Bioequivalence and Bioavailability Forum • sampleN.TOST vs. sampleN.scABEL

BEQool
★

2024-01-29 12:53
(526 d 08:45 ago)

Posting: # 23845
Views: 6,187

sampleN.TOST vs. sampleN.scABEL [Power / Sample Size]

Hello!

I have searched the forum but couldn't find the answer to the following question: why does the sample size estimation with R with package PowerTOST differ between sampleN.TOST and sampleN.scABEL when CV=30%?

Lets take a look at the following example:

a) Sample size estimation with sampleN.TOST

sampleN.TOST(CV=0.3, theta0=0.95, design="2x3x3")



+++++++++++ Equivalence test - TOST +++++++++++

            Sample size estimation

-----------------------------------------------

Study design: 2x3x3 (partial replicate)

log-transformed data (multiplicative model)



alpha = 0.05, target power = 0.8

BE margins = 0.8 ... 1.25

True ratio = 0.95,  CV = 0.3

Sample size (total)

 n     power

30   0.820400

b) Sample size estimation with sampleN.scABEL

sampleN.scABEL(CV=0.3, theta0=0.95, design="2x3x3")



+++++++++++ scaled (widened) ABEL +++++++++++

            Sample size estimation

   (simulation based on ANOVA evaluation)

---------------------------------------------

Study design: 2x3x3 (partial replicate)

log-transformed data (multiplicative model)

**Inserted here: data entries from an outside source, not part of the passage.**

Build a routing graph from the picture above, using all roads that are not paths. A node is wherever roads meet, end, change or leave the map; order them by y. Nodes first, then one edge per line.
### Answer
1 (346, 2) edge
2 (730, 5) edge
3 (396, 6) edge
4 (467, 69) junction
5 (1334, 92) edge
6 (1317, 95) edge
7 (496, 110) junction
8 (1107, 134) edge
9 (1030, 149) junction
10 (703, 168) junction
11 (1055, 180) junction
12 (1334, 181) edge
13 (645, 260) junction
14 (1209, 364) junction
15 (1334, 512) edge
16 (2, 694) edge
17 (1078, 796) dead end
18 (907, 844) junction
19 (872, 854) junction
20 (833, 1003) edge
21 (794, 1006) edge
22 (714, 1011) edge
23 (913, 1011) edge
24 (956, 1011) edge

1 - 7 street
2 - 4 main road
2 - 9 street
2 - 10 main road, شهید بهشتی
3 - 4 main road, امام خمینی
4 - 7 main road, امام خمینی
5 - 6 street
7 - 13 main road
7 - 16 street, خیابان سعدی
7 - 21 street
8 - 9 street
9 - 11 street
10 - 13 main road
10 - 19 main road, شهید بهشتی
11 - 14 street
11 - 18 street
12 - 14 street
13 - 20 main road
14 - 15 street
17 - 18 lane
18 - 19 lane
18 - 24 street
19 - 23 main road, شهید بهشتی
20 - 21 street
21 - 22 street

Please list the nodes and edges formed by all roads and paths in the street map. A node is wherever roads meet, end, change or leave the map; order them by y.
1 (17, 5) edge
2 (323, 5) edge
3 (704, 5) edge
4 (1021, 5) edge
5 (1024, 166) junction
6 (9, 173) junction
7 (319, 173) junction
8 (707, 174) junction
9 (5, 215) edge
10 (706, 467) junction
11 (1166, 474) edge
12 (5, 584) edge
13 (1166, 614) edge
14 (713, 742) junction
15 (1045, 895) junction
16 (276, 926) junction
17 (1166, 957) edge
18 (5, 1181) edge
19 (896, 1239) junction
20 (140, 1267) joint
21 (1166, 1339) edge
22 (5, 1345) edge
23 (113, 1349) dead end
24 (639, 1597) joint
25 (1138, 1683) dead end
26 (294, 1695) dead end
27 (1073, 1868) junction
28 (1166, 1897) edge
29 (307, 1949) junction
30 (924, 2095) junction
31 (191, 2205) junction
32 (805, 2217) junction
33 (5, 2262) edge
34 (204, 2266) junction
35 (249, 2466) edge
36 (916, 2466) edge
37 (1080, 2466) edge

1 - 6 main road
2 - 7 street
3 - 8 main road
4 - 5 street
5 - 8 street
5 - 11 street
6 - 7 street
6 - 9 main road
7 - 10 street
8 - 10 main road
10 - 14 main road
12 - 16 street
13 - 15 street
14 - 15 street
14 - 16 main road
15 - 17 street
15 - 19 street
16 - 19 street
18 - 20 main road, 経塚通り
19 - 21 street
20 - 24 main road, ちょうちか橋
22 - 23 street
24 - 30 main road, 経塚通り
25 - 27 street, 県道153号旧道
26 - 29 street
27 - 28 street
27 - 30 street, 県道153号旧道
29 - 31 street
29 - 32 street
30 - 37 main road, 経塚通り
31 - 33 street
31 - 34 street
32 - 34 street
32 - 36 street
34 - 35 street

1e+05 studies for each step simulated.



alpha  = 0.05, target power = 0.8

CVw(T) = 0.3; CVw(R) = 0.3

True ratio = 0.95

ABE limits / PE constraint = 0.8 ... 1.25

EMA regulatory settings

- CVswitch            = 0.3

- cap on scABEL if CVw(R) > 0.5

- regulatory constant = 0.76

- pe constraint applied

Sample size search

 n     power

24   0.7814 

27   0.8257

So why do the sample size estimations differ? They have the same arguments (design="2x3x3", theta0=0.95 ...). CV is 30% so there should be no scaling (conventional BE limits, i.e., 80.00-125.00). Does it have to do anything with simulations? But even when I increase number of simulations, the differences aren't that big.

Or if I reformulate the question, why dont the following powers match:

a)

power.TOST(CV=0.3, theta0=0.95,design="2x3x3", n=30)

[1] 0.8204004

power.scABEL(CV=0.3, theta0=0.95, design="2x3x3", n=30)

[1] 0.85977

Regards
BEQool

Edit: Category changed. [Helmut]

Helmut
★★★

Vienna, Austria,
2024-01-29 14:52
(526 d 06:46 ago)

@ BEQool
Posting: # 23846
Views: 5,132

ABEL is a framework (decision scheme)

Post reply

Hi BEQool,

❝ […]: why does the sample size estimation with R with package PowerTOST differ between sampleN.TOST and sampleN.scABEL when CV=30%?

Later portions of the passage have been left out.